▶ [Work instruction]
Read the listing below. Then repeat it exactly.

▶ [Provided information]
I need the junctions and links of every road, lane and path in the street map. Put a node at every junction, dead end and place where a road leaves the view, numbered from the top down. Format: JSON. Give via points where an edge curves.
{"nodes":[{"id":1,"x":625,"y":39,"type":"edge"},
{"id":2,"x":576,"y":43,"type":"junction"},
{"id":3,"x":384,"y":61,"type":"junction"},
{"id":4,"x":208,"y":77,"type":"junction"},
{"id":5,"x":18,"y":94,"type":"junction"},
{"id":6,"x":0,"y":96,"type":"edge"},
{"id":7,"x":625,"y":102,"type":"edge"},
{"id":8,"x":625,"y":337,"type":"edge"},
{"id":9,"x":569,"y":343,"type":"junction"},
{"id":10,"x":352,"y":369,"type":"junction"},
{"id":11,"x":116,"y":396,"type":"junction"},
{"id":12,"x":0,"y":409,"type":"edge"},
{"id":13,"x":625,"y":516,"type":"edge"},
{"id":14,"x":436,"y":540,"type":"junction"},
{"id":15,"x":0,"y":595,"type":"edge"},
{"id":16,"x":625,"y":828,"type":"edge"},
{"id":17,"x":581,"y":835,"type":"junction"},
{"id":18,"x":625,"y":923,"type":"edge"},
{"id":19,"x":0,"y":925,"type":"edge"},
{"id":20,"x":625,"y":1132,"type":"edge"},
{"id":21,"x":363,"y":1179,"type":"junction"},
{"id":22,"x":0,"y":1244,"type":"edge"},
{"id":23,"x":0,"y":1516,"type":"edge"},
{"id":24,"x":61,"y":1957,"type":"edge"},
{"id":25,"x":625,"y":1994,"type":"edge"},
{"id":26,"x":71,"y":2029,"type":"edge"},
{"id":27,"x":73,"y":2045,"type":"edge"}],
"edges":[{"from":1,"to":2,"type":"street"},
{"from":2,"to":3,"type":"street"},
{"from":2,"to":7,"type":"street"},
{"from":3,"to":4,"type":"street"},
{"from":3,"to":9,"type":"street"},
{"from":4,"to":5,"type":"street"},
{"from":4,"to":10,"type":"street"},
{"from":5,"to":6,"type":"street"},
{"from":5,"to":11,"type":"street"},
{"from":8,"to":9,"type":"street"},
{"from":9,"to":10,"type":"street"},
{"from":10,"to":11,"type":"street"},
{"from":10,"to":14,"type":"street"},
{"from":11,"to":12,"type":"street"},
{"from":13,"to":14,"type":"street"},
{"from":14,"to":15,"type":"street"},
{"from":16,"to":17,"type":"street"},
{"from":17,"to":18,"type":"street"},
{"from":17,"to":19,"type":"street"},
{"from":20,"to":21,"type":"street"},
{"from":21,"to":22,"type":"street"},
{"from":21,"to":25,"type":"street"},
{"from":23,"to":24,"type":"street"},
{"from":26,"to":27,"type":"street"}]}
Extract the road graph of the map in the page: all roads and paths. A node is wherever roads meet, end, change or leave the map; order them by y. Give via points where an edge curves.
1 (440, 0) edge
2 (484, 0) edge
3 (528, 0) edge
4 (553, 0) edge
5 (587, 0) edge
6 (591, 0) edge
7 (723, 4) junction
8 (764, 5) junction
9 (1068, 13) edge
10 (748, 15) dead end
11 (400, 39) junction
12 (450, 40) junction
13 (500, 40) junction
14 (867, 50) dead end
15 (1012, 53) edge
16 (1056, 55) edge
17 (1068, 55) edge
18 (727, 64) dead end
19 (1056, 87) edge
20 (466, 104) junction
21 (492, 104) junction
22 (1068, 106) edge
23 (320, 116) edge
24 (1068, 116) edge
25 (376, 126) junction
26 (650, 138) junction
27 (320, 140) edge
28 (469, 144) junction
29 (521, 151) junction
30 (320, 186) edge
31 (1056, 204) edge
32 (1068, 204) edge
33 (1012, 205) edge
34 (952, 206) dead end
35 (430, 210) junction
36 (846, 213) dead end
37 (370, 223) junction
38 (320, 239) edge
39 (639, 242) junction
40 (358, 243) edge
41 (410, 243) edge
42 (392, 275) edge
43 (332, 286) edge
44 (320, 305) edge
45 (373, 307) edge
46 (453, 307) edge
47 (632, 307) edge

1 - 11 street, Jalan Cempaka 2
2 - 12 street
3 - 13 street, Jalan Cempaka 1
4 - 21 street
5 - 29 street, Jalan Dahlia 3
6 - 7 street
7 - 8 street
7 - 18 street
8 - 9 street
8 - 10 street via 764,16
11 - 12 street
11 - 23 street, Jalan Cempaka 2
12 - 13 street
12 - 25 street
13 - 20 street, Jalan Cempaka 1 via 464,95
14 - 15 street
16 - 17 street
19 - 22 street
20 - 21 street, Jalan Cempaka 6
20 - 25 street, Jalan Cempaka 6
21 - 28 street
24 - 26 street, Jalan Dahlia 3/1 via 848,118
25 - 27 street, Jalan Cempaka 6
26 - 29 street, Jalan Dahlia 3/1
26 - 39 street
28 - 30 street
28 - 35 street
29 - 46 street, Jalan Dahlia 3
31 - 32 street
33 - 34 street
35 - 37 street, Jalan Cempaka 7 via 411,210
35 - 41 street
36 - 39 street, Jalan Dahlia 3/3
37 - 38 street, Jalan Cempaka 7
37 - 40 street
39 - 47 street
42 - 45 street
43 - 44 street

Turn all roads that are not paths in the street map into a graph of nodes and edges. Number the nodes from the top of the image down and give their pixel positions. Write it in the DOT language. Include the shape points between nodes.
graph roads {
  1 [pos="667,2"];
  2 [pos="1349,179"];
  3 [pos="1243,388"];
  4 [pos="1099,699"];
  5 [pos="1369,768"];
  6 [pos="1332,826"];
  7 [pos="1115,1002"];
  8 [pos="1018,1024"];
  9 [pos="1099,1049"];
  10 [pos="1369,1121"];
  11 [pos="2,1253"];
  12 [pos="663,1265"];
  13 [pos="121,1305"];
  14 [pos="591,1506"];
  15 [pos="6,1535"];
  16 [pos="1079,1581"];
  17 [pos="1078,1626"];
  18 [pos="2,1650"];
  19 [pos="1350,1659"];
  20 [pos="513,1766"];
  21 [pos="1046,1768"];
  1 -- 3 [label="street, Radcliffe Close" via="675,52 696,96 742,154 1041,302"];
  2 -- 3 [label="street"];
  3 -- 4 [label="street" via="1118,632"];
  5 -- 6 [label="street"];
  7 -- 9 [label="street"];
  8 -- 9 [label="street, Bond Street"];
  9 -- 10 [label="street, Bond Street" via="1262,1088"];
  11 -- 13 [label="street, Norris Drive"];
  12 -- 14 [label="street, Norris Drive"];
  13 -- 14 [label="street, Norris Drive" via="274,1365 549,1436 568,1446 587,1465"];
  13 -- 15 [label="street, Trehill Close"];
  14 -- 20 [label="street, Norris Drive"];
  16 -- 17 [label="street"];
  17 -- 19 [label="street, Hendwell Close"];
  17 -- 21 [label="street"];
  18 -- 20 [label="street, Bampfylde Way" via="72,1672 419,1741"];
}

▶ [Exercise response]
I need the junctions and links of every road, lane and path in the street map. Put a node at every junction, dead end and place where a road leaves the view, numbered from the top down. Format: JSON. Give via points where an edge curves.
{"nodes":[{"id":1,"x":625,"y":39,"type":"edge"},
{"id":2,"x":576,"y":43,"type":"junction"},
{"id":3,"x":384,"y":61,"type":"junction"},
{"id":4,"x":208,"y":77,"type":"junction"},
{"id":5,"x":18,"y":94,"type":"junction"},
{"id":6,"x":0,"y":96,"type":"edge"},
{"id":7,"x":625,"y":102,"type":"edge"},
{"id":8,"x":625,"y":337,"type":"edge"},
{"id":9,"x":569,"y":343,"type":"junction"},
{"id":10,"x":352,"y":369,"type":"junction"},
{"id":11,"x":116,"y":396,"type":"junction"},
{"id":12,"x":0,"y":409,"type":"edge"},
{"id":13,"x":625,"y":516,"type":"edge"},
{"id":14,"x":436,"y":540,"type":"junction"},
{"id":15,"x":0,"y":595,"type":"edge"},
{"id":16,"x":625,"y":828,"type":"edge"},
{"id":17,"x":581,"y":835,"type":"junction"},
{"id":18,"x":625,"y":923,"type":"edge"},
{"id":19,"x":0,"y":925,"type":"edge"},
{"id":20,"x":625,"y":1132,"type":"edge"},
{"id":21,"x":363,"y":1179,"type":"junction"},
{"id":22,"x":0,"y":1244,"type":"edge"},
{"id":23,"x":0,"y":1516,"type":"edge"},
{"id":24,"x":61,"y":1957,"type":"edge"},
{"id":25,"x":625,"y":1994,"type":"edge"},
{"id":26,"x":71,"y":2029,"type":"edge"},
{"id":27,"x":73,"y":2045,"type":"edge"}],
"edges":[{"from":1,"to":2,"type":"street"},
{"from":2,"to":3,"type":"street"},
{"from":2,"to":7,"type":"street"},
{"from":3,"to":4,"type":"street"},
{"from":3,"to":9,"type":"street"},
{"from":4,"to":5,"type":"street"},
{"from":4,"to":10,"type":"street"},
{"from":5,"to":6,"type":"street"},
{"from":5,"to":11,"type":"street"},
{"from":8,"to":9,"type":"street"},
{"from":9,"to":10,"type":"street"},
{"from":10,"to":11,"type":"street"},
{"from":10,"to":14,"type":"street"},
{"from":11,"to":12,"type":"street"},
{"from":13,"to":14,"type":"street"},
{"from":14,"to":15,"type":"street"},
{"from":16,"to":17,"type":"street"},
{"from":17,"to":18,"type":"street"},
{"from":17,"to":19,"type":"street"},
{"from":20,"to":21,"type":"street"},
{"from":21,"to":22,"type":"street"},
{"from":21,"to":25,"type":"street"},
{"from":23,"to":24,"type":"street"},
{"from":26,"to":27,"type":"street"}]}
Extract the road graph of the map in the page: all roads and paths. A node is wherever roads meet, end, change or leave the map; order them by y. Give via points where an edge curves.
1 (440, 0) edge
2 (484, 0) edge
3 (528, 0) edge
4 (553, 0) edge
5 (587, 0) edge
6 (591, 0) edge
7 (723, 4) junction
8 (764, 5) junction
9 (1068, 13) edge
10 (748, 15) dead end
11 (400, 39) junction
12 (450, 40) junction
13 (500, 40) junction
14 (867, 50) dead end
15 (1012, 53) edge
16 (1056, 55) edge
17 (1068, 55) edge
18 (727, 64) dead end
19 (1056, 87) edge
20 (466, 104) junction
21 (492, 104) junction
22 (1068, 106) edge
23 (320, 116) edge
24 (1068, 116) edge
25 (376, 126) junction
26 (650, 138) junction
27 (320, 140) edge
28 (469, 144) junction
29 (521, 151) junction
30 (320, 186) edge
31 (1056, 204) edge
32 (1068, 204) edge
33 (1012, 205) edge
34 (952, 206) dead end
35 (430, 210) junction
36 (846, 213) dead end
37 (370, 223) junction
38 (320, 239) edge
39 (639, 242) junction
40 (358, 243) edge
41 (410, 243) edge
42 (392, 275) edge
43 (332, 286) edge
44 (320, 305) edge
45 (373, 307) edge
46 (453, 307) edge
47 (632, 307) edge

1 - 11 street, Jalan Cempaka 2
2 - 12 street
3 - 13 street, Jalan Cempaka 1
4 - 21 street
5 - 29 street, Jalan Dahlia 3
6 - 7 street
7 - 8 street
7 - 18 street
8 - 9 street
8 - 10 street via 764,16
11 - 12 street
11 - 23 street, Jalan Cempaka 2
12 - 13 street
12 - 25 street
13 - 20 street, Jalan Cempaka 1 via 464,95
14 - 15 street
16 - 17 street
19 - 22 street
20 - 21 street, Jalan Cempaka 6
20 - 25 street, Jalan Cempaka 6
21 - 28 street
24 - 26 street, Jalan Dahlia 3/1 via 848,118
25 - 27 street, Jalan Cempaka 6
26 - 29 street, Jalan Dahlia 3/1
26 - 39 street
28 - 30 street
28 - 35 street
29 - 46 street, Jalan Dahlia 3
31 - 32 street
33 - 34 street
35 - 37 street, Jalan Cempaka 7 via 411,210
35 - 41 street
36 - 39 street, Jalan Dahlia 3/3
37 - 38 street, Jalan Cempaka 7
37 - 40 street
39 - 47 street
42 - 45 street
43 - 44 street

Turn all roads that are not paths in the street map into a graph of nodes and edges. Number the nodes from the top of the image down and give their pixel positions. Write it in the DOT language. Include the shape points between nodes.
graph roads {
  1 [pos="667,2"];
  2 [pos="1349,179"];
  3 [pos="1243,388"];
  4 [pos="1099,699"];
  5 [pos="1369,768"];
  6 [pos="1332,826"];
  7 [pos="1115,1002"];
  8 [pos="1018,1024"];
  9 [pos="1099,1049"];
  10 [pos="1369,1121"];
  11 [pos="2,1253"];
  12 [pos="663,1265"];
  13 [pos="121,1305"];
  14 [pos="591,1506"];
  15 [pos="6,1535"];
  16 [pos="1079,1581"];
  17 [pos="1078,1626"];
  18 [pos="2,1650"];
  19 [pos="1350,1659"];
  20 [pos="513,1766"];
  21 [pos="1046,1768"];
  1 -- 3 [label="street, Radcliffe Close" via="675,52 696,96 742,154 1041,302"];
  2 -- 3 [label="street"];
  3 -- 4 [label="street" via="1118,632"];
  5 -- 6 [label="street"];
  7 -- 9 [label="street"];
  8 -- 9 [label="street, Bond Street"];
  9 -- 10 [label="street, Bond Street" via="1262,1088"];
  11 -- 13 [label="street, Norris Drive"];
  12 -- 14 [label="street, Norris Drive"];
  13 -- 14 [label="street, Norris Drive" via="274,1365 549,1436 568,1446 587,1465"];
  13 -- 15 [label="street, Trehill Close"];
  14 -- 20 [label="street, Norris Drive"];
  16 -- 17 [label="street"];
  17 -- 19 [label="street, Hendwell Close"];
  17 -- 21 [label="street"];
  18 -- 20 [label="street, Bampfylde Way" via="72,1672 419,1741"];
}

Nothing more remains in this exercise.